Turkey: Khashoggi's fiancee publishes book in his memory

Turkey, Istanbul
February 8, 2019 at 12:42 GMT +00:00 · Published

Hatice Cengiz, the fiancee of slain Saudi journalist Jamal Khashoggi, released a book in his memory at an event hosted by the Turkish-Arab Media Association in Istanbul on Friday.

The memoir titled 'Jamal Khashoggi: His Life, Struggles and Secrets,' which is being published in a Turkish edition with English and Arabic versions to follow, is reportedly inspired by material from Cengiz's personal diary.

Cengiz said that "no work, nothing will bring Jamal back" but added that "punishment to the ones who are responsible for Jamal's murder" would "calm the pain of the ones who care about him."

Sinan Onus, one of the book's co-writers, described the book "as one more brick in to the wall of the human rights struggle."

Khashoggi went to the Saudi consulate in Istanbul on October 2, 2018, to prepare documents for his upcoming marriage, but he was never seen alive again and his remains have yet to be found.

Turkish officials claimed he was murdered inside the building while Saudi officials previously maintained that Khashoggi had left the consulate.
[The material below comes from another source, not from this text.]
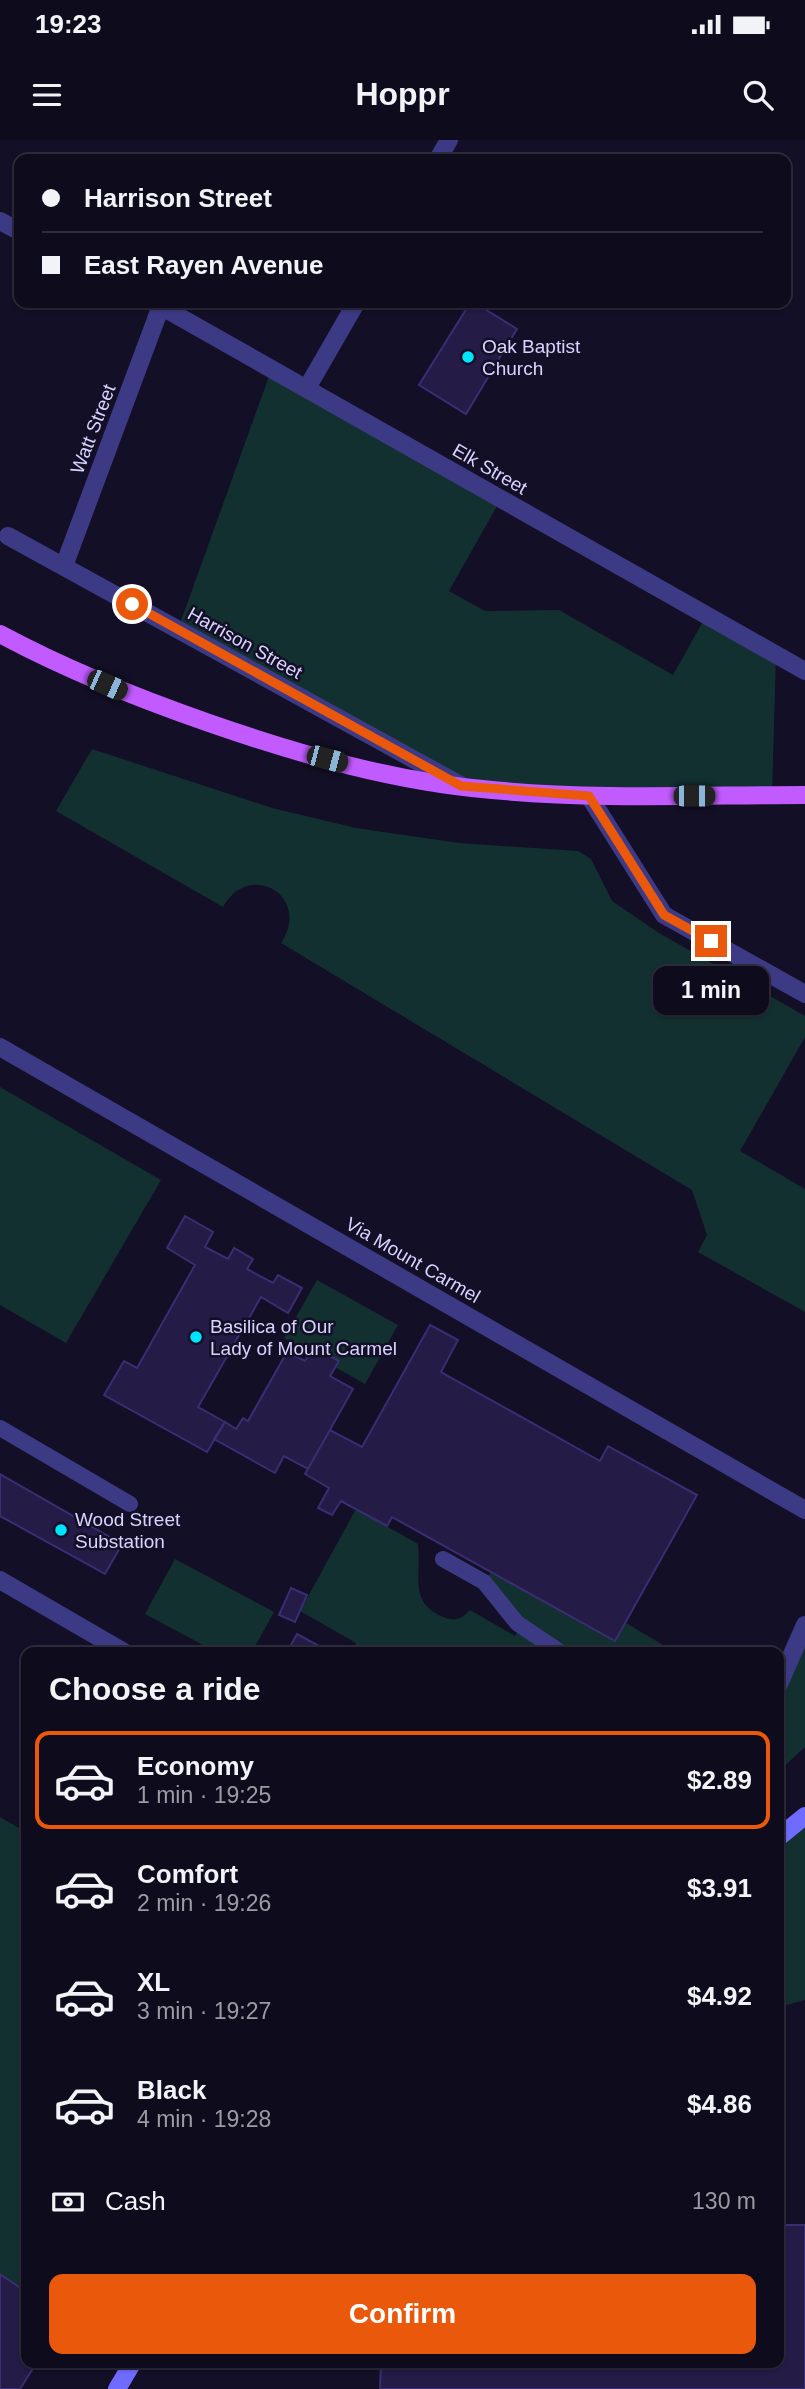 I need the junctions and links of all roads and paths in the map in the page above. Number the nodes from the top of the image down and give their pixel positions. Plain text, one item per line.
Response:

They later reversed their position after an internal investigation, and now claim Khashoggi was murdered in the course of a rogue operation, without the consent or knowledge of Saudi Crown Prince Mohammed bin Salman.

Eleven people have subsequently been put on trial for the journalist's murder by the Saudi government in Riyadh, while the UN continues to call for a full independent investigation into the case.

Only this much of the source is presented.